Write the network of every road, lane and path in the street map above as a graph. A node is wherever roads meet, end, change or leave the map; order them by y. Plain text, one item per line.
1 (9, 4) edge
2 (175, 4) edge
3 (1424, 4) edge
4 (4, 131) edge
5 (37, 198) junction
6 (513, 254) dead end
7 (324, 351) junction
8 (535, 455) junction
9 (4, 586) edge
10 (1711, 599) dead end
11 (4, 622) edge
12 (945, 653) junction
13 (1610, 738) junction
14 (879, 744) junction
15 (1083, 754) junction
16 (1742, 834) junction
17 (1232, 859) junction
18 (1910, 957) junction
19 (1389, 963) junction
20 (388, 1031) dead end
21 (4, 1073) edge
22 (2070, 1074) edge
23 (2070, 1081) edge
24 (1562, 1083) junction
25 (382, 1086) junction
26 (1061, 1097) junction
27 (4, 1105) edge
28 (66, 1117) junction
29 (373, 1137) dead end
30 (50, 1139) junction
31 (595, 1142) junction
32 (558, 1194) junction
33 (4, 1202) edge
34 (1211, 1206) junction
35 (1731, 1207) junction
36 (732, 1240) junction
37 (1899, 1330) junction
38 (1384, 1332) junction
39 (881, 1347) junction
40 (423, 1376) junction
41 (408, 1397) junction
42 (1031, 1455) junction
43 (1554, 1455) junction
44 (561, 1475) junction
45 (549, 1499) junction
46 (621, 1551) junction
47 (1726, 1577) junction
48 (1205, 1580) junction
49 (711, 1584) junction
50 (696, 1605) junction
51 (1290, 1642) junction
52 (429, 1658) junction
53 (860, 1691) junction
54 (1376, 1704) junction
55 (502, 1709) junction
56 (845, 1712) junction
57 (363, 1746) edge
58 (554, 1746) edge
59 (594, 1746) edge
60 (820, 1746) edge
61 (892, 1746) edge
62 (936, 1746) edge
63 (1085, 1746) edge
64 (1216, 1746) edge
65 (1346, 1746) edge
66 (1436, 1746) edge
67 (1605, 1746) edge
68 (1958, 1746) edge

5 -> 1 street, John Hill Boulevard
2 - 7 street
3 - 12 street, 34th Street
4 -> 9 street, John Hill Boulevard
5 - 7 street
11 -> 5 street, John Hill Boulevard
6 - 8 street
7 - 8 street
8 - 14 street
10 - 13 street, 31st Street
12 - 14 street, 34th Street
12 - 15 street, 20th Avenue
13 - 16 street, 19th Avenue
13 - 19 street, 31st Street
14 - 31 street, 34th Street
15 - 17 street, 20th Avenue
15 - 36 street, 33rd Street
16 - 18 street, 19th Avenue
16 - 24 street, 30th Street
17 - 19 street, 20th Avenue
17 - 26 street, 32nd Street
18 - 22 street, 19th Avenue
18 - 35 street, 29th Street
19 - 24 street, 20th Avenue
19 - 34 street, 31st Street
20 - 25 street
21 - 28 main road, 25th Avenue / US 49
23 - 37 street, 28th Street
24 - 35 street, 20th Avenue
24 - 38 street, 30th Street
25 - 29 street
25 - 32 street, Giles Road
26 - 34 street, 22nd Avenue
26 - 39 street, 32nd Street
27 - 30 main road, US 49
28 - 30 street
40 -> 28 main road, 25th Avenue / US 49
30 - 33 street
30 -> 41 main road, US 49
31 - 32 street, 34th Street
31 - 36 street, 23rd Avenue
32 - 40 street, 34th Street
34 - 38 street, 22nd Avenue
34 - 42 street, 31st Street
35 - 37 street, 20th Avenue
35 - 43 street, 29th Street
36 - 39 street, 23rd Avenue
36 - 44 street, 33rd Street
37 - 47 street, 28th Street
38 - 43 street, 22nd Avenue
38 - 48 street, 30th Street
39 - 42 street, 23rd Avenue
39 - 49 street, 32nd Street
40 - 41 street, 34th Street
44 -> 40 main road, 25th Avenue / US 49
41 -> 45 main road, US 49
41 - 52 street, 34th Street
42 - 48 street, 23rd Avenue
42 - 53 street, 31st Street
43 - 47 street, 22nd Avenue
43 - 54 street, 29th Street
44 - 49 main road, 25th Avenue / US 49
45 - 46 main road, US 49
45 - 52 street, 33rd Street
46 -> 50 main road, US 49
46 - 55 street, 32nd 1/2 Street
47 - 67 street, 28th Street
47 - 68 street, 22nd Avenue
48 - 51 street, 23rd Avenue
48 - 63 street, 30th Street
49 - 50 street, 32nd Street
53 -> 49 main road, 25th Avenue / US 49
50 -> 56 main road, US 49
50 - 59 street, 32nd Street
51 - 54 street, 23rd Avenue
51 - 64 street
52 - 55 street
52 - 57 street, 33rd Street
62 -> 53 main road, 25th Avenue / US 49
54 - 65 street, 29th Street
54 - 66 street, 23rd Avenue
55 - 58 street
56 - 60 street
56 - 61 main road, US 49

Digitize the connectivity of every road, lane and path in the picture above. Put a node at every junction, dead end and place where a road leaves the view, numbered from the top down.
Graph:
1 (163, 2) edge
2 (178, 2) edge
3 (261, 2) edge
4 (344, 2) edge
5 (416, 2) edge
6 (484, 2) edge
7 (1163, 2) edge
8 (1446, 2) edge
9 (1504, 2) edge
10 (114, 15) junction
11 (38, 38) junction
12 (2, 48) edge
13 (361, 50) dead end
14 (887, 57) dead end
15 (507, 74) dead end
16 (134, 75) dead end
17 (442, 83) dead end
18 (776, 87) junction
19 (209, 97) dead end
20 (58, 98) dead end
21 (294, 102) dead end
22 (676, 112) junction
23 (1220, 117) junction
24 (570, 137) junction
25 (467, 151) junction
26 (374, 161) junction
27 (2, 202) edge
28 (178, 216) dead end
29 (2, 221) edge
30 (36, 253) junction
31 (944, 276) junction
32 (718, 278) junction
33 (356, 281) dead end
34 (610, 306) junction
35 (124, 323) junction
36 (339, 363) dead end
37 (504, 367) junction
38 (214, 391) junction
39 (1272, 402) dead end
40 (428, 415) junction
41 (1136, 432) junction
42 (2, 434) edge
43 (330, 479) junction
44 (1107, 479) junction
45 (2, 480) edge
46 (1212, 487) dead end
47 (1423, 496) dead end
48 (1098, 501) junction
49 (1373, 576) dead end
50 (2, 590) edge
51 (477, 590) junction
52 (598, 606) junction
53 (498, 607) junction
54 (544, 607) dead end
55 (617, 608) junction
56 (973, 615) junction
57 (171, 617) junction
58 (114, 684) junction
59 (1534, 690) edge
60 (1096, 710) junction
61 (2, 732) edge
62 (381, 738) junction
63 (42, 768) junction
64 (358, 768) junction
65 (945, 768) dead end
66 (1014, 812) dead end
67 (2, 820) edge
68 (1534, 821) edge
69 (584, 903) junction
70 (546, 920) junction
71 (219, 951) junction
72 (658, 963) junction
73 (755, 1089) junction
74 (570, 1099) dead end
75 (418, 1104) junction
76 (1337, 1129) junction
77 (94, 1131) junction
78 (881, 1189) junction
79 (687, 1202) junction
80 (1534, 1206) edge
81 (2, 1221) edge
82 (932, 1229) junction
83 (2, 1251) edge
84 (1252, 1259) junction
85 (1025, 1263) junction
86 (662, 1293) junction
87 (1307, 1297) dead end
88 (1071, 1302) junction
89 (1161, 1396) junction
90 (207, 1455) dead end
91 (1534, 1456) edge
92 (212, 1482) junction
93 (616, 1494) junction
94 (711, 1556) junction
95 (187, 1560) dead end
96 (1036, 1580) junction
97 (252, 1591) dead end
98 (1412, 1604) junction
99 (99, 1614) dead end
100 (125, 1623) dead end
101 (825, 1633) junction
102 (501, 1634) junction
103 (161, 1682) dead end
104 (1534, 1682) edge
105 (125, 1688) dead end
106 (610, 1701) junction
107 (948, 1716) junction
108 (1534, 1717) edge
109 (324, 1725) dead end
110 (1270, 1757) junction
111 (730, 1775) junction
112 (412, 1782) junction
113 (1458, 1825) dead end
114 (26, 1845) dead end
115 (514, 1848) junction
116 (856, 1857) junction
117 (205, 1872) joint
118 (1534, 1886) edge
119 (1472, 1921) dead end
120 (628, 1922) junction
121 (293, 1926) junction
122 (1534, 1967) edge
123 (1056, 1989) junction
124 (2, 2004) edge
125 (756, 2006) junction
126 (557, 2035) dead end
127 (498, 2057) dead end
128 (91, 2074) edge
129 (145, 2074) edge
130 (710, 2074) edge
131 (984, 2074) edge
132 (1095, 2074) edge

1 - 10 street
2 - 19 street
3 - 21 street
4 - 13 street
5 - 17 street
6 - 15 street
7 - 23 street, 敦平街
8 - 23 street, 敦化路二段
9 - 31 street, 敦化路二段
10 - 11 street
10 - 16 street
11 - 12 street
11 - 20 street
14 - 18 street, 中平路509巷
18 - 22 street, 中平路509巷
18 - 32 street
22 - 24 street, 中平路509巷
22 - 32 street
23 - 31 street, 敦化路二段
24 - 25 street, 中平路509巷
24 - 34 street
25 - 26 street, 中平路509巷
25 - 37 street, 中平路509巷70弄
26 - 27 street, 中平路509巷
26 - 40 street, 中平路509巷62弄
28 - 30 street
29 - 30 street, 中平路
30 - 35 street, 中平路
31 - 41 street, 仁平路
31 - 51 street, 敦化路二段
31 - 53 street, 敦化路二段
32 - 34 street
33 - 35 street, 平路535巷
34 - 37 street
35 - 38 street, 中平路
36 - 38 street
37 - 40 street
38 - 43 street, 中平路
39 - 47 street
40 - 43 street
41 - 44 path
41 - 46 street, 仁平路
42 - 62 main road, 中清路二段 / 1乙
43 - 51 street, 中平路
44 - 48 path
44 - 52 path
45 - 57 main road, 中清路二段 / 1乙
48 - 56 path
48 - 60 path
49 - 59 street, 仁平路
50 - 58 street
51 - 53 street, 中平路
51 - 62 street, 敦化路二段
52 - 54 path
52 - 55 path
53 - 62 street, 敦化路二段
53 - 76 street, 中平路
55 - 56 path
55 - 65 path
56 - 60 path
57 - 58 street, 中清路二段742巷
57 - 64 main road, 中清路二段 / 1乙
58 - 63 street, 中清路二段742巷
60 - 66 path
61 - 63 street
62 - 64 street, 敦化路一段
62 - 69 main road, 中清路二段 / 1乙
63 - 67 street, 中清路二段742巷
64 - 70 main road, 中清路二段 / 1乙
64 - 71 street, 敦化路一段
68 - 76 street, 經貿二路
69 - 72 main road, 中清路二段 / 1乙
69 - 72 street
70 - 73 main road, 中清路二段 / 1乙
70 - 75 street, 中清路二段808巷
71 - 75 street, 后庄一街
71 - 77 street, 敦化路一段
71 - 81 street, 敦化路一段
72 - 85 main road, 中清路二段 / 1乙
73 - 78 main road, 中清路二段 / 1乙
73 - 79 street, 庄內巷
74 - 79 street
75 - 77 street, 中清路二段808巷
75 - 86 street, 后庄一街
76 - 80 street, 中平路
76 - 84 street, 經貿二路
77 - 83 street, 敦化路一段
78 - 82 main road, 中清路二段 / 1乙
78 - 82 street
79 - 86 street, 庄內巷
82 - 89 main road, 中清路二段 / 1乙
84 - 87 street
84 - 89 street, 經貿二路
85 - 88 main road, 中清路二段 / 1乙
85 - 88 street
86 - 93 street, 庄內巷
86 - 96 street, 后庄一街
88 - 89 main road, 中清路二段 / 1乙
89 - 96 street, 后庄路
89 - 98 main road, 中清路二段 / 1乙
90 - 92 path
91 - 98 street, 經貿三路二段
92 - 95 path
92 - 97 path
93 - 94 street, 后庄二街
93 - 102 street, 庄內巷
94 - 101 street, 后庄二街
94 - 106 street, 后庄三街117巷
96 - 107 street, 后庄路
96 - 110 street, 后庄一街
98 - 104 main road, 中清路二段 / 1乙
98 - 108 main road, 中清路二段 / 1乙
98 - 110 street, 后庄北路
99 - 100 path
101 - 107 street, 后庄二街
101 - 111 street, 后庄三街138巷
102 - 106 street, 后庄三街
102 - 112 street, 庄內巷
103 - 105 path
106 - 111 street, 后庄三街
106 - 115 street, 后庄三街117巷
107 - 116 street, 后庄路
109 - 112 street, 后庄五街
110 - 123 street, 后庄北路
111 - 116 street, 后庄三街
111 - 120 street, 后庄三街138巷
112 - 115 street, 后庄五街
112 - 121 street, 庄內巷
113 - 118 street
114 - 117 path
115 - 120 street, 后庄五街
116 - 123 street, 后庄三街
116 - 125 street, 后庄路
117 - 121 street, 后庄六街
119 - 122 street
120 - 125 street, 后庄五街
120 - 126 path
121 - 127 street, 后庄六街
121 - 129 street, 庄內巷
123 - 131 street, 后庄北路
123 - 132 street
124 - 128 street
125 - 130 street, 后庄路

┄┄┄┄┄┄

_EXERCISE AIM_
Each line above where the word "Hill" occurs should be returned in full.

_SOLUTION FOR THIS EXERCISE_
5 -> 1 street, John Hill Boulevard
4 -> 9 street, John Hill Boulevard
11 -> 5 street, John Hill Boulevard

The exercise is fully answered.